1 sheet vegan puff pastry
1/4 cup brown or green lentils
1/4 cup brown rice
2 large potatoes, peeled and chopped
1/8-1/4 cup nondairy milk
1-2 tablespoons margarine
1 onion, diced
2-3 tablespoons Indian curry paste
1 (14 ounce) can chopped tomatoes
1 teaspoon chili paste, optional
2 small zucchini, carrots or other veggies, diced

What you do: 

1. Preheat oven to 350 degree F. Cut the pastry into the shape of your pie dish and gently press it in. Line with baking paper and fill with some dry beans or rice. Bake for 12-15 minutes, remove the paper and weights, then bake another 1-2 minutes. (If the base puffs up too much, just press it back down.)
2. Cook the lentils and rice together according to package directions, then salt to taste and drain. Boil potatoes in plenty of salted water, then drain and mash until smooth with margarine and milk.
3. Fry onion until golden and soft. Stir in the curry paste and warm until fragrant, then pour in the tomatoes. Add chili paste, if desired. Reduce heat. Simmer zucchini in the sauce until tender.
4. Stir together the lentils, rice and sauce. Fill pie to within a centimeter of the rim. Top with mashed potatoes and bake until reheated and golden-brown. Allow to cool, slice and serve.
Use any extra mash or filling for lunch the next day. Yum.

Preparation Time: 
20 minutes, Cooking time: 40 minutes
Cooking Time: 
40 minutes
Recipe Category: 


When I saw this recipe, I couldn't wait to try it, but didn't have any puff pastry on hand.  So instead I made a Bisquick type of pourable crust after I had cooked the veggies in the pan.  I mixed 1/2 cup Bisquick, Egg Replacer for 1 egg, and 1 cup almond milk together.  I sprayed the pie pan with non-stick spray, put the veggies in the pan and then poured the mix over top and baked for about 30 minutes at 350.  When it browned, I then put the mashed potatoes over top and put it under the broiler.  It only had to sit for about 5 minutes to slice cleanly to serve, but no one wanted to wait so it was scooped out at the beginning.  I added some leftover frozen corn I had in the freezer, but other than that and the puff pastry substitution, I followed the recipe exactly.  It was easy to make and tasted really good.  So glad that I used the hot Indian curry paste -- yum!  Served it with mixed pickle and mango pickle -- super yum!!!  ;)b


This was very much like a shepherd's pie.  I wasn't blown away by the flavor.  I added some cheeze which helped it out.  It's still missing something though.  I would make it again but I would experiment with giving it some more zing.

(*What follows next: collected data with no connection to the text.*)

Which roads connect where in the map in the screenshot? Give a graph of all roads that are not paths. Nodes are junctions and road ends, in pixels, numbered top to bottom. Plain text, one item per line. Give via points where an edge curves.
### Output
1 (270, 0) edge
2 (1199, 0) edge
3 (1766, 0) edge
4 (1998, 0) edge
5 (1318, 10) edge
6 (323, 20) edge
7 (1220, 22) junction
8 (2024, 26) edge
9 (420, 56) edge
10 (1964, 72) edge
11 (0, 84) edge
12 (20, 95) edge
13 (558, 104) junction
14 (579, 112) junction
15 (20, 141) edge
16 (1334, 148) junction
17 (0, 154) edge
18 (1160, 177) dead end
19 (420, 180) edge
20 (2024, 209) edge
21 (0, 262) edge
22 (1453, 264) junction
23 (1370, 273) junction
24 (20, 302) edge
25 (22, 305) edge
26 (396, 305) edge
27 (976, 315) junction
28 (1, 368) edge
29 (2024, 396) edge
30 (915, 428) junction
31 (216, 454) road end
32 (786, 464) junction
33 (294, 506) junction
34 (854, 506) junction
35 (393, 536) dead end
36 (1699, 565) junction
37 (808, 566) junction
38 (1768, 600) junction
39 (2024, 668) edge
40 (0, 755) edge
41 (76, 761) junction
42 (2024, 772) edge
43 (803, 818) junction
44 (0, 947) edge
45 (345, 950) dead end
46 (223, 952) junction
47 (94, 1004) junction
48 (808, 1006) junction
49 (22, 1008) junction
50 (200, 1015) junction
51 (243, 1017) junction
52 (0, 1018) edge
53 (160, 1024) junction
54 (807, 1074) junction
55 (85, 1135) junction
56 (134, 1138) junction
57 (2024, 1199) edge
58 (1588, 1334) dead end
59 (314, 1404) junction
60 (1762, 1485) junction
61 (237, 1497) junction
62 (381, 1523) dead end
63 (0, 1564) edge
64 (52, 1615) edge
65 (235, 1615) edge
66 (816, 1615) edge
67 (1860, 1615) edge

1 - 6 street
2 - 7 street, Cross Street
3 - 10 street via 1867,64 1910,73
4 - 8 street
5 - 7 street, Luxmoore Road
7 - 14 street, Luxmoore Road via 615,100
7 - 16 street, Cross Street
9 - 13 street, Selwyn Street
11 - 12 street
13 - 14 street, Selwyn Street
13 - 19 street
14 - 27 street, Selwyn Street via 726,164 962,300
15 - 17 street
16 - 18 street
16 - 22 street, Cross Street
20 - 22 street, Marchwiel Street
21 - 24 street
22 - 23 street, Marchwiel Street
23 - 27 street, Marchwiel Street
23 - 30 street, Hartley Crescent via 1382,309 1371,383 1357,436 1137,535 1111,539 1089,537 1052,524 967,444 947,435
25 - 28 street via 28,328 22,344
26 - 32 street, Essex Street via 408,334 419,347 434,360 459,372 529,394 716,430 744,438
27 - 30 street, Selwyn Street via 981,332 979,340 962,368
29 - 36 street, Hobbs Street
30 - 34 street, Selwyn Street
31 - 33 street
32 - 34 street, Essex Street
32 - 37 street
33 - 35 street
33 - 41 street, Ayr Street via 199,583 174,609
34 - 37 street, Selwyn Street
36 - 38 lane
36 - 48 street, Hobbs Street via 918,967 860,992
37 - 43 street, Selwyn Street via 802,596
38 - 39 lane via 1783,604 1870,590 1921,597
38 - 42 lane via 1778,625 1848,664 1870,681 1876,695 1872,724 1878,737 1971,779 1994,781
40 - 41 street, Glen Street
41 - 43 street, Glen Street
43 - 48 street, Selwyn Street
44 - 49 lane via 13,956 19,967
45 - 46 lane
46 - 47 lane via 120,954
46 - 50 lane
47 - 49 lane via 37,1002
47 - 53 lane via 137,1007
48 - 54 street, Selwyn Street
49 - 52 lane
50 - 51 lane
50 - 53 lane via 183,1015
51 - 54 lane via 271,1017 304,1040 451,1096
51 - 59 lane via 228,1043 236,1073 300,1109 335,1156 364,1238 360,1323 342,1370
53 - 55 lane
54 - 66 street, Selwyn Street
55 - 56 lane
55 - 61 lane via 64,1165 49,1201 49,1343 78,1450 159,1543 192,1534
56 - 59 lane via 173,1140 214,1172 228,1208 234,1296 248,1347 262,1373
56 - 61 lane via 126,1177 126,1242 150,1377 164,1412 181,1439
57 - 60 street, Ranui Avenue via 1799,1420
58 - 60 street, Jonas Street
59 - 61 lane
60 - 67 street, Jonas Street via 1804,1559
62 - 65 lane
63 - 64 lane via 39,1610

I'm honestly surprised that nobody has reviewed this recipe before! With that being said, this is incredibly tasty and comforting!

I didn't have any curry paste so I used curry powder. I also added in 1/2 green peas along with the zucchini. I wasn't sure what it would be like having rice in a pie. but it blends it so well that you don't really recognise it - maybe using medium grain brown rice had something to do with it?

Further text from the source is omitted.